WORK TO COMPLETE:
The listing that follows should be reproduced exactly, line for line.

DATA RECORDS:
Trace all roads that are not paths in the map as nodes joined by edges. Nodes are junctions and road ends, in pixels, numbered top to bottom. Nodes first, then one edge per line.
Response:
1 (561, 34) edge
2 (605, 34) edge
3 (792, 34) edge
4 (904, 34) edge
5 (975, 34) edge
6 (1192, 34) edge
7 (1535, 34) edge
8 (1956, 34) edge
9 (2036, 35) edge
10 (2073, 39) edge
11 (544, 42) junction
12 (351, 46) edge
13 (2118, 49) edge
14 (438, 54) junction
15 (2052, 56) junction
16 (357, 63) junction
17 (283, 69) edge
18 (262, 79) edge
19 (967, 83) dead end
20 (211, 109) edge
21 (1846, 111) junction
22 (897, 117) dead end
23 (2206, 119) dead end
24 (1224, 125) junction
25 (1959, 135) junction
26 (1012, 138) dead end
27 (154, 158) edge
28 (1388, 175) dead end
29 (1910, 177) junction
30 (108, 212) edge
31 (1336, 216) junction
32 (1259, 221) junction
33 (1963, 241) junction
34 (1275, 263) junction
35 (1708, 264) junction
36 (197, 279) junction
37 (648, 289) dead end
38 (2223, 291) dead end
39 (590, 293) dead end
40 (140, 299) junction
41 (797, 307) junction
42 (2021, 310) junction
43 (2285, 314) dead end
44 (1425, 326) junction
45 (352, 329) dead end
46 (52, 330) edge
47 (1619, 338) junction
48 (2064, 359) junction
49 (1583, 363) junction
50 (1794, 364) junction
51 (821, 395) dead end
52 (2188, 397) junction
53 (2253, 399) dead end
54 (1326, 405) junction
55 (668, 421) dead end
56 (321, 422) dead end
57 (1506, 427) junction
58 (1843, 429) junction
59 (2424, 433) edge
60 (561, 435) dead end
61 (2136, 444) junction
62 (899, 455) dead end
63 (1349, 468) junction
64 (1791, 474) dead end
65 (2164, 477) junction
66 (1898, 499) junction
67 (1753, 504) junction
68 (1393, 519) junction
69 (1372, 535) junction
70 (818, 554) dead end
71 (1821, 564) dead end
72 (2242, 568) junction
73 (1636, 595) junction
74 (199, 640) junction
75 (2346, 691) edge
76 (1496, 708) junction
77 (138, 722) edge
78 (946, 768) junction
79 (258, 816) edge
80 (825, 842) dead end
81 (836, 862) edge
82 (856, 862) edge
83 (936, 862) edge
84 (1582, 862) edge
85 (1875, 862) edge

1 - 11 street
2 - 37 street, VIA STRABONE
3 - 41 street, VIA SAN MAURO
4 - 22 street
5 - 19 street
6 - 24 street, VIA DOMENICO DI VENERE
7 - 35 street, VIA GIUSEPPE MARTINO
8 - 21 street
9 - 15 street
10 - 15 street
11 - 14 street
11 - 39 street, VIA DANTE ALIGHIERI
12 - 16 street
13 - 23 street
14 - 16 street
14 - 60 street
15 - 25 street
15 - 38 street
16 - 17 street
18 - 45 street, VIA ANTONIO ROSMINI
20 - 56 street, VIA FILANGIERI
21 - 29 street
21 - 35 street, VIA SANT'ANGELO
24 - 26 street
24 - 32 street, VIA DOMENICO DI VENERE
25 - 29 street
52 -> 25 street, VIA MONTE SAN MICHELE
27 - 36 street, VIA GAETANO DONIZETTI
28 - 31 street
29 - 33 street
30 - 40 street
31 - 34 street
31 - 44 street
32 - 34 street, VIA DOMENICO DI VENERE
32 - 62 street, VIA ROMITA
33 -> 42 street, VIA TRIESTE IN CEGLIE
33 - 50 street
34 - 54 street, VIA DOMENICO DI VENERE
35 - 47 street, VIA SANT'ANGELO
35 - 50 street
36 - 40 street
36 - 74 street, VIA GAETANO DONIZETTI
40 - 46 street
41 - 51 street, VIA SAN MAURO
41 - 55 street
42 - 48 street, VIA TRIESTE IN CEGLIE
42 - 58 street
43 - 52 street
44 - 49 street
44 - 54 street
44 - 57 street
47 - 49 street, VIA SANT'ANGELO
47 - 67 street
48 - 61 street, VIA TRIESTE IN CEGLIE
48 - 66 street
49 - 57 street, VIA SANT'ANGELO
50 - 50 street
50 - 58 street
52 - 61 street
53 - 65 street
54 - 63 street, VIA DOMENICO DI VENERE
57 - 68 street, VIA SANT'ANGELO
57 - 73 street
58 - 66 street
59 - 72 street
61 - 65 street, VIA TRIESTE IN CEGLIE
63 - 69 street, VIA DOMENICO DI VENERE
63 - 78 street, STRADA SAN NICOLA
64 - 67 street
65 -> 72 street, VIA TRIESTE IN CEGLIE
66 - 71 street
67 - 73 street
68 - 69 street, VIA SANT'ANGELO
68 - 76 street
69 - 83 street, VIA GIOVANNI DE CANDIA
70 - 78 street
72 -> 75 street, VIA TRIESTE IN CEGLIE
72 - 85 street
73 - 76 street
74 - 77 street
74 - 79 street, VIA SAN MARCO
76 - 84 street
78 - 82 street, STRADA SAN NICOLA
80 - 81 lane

TASK SOLUTION:
Trace all roads that are not paths in the map as nodes joined by edges. Nodes are junctions and road ends, in pixels, numbered top to bottom. Nodes first, then one edge per line.
Response:
1 (561, 34) edge
2 (605, 34) edge
3 (792, 34) edge
4 (904, 34) edge
5 (975, 34) edge
6 (1192, 34) edge
7 (1535, 34) edge
8 (1956, 34) edge
9 (2036, 35) edge
10 (2073, 39) edge
11 (544, 42) junction
12 (351, 46) edge
13 (2118, 49) edge
14 (438, 54) junction
15 (2052, 56) junction
16 (357, 63) junction
17 (283, 69) edge
18 (262, 79) edge
19 (967, 83) dead end
20 (211, 109) edge
21 (1846, 111) junction
22 (897, 117) dead end
23 (2206, 119) dead end
24 (1224, 125) junction
25 (1959, 135) junction
26 (1012, 138) dead end
27 (154, 158) edge
28 (1388, 175) dead end
29 (1910, 177) junction
30 (108, 212) edge
31 (1336, 216) junction
32 (1259, 221) junction
33 (1963, 241) junction
34 (1275, 263) junction
35 (1708, 264) junction
36 (197, 279) junction
37 (648, 289) dead end
38 (2223, 291) dead end
39 (590, 293) dead end
40 (140, 299) junction
41 (797, 307) junction
42 (2021, 310) junction
43 (2285, 314) dead end
44 (1425, 326) junction
45 (352, 329) dead end
46 (52, 330) edge
47 (1619, 338) junction
48 (2064, 359) junction
49 (1583, 363) junction
50 (1794, 364) junction
51 (821, 395) dead end
52 (2188, 397) junction
53 (2253, 399) dead end
54 (1326, 405) junction
55 (668, 421) dead end
56 (321, 422) dead end
57 (1506, 427) junction
58 (1843, 429) junction
59 (2424, 433) edge
60 (561, 435) dead end
61 (2136, 444) junction
62 (899, 455) dead end
63 (1349, 468) junction
64 (1791, 474) dead end
65 (2164, 477) junction
66 (1898, 499) junction
67 (1753, 504) junction
68 (1393, 519) junction
69 (1372, 535) junction
70 (818, 554) dead end
71 (1821, 564) dead end
72 (2242, 568) junction
73 (1636, 595) junction
74 (199, 640) junction
75 (2346, 691) edge
76 (1496, 708) junction
77 (138, 722) edge
78 (946, 768) junction
79 (258, 816) edge
80 (825, 842) dead end
81 (836, 862) edge
82 (856, 862) edge
83 (936, 862) edge
84 (1582, 862) edge
85 (1875, 862) edge

1 - 11 street
2 - 37 street, VIA STRABONE
3 - 41 street, VIA SAN MAURO
4 - 22 street
5 - 19 street
6 - 24 street, VIA DOMENICO DI VENERE
7 - 35 street, VIA GIUSEPPE MARTINO
8 - 21 street
9 - 15 street
10 - 15 street
11 - 14 street
11 - 39 street, VIA DANTE ALIGHIERI
12 - 16 street
13 - 23 street
14 - 16 street
14 - 60 street
15 - 25 street
15 - 38 street
16 - 17 street
18 - 45 street, VIA ANTONIO ROSMINI
20 - 56 street, VIA FILANGIERI
21 - 29 street
21 - 35 street, VIA SANT'ANGELO
24 - 26 street
24 - 32 street, VIA DOMENICO DI VENERE
25 - 29 street
52 -> 25 street, VIA MONTE SAN MICHELE
27 - 36 street, VIA GAETANO DONIZETTI
28 - 31 street
29 - 33 street
30 - 40 street
31 - 34 street
31 - 44 street
32 - 34 street, VIA DOMENICO DI VENERE
32 - 62 street, VIA ROMITA
33 -> 42 street, VIA TRIESTE IN CEGLIE
33 - 50 street
34 - 54 street, VIA DOMENICO DI VENERE
35 - 47 street, VIA SANT'ANGELO
35 - 50 street
36 - 40 street
36 - 74 street, VIA GAETANO DONIZETTI
40 - 46 street
41 - 51 street, VIA SAN MAURO
41 - 55 street
42 - 48 street, VIA TRIESTE IN CEGLIE
42 - 58 street
43 - 52 street
44 - 49 street
44 - 54 street
44 - 57 street
47 - 49 street, VIA SANT'ANGELO
47 - 67 street
48 - 61 street, VIA TRIESTE IN CEGLIE
48 - 66 street
49 - 57 street, VIA SANT'ANGELO
50 - 50 street
50 - 58 street
52 - 61 street
53 - 65 street
54 - 63 street, VIA DOMENICO DI VENERE
57 - 68 street, VIA SANT'ANGELO
57 - 73 street
58 - 66 street
59 - 72 street
61 - 65 street, VIA TRIESTE IN CEGLIE
63 - 69 street, VIA DOMENICO DI VENERE
63 - 78 street, STRADA SAN NICOLA
64 - 67 street
65 -> 72 street, VIA TRIESTE IN CEGLIE
66 - 71 street
67 - 73 street
68 - 69 street, VIA SANT'ANGELO
68 - 76 street
69 - 83 street, VIA GIOVANNI DE CANDIA
70 - 78 street
72 -> 75 street, VIA TRIESTE IN CEGLIE
72 - 85 street
73 - 76 street
74 - 77 street
74 - 79 street, VIA SAN MARCO
76 - 84 street
78 - 82 street, STRADA SAN NICOLA
80 - 81 lane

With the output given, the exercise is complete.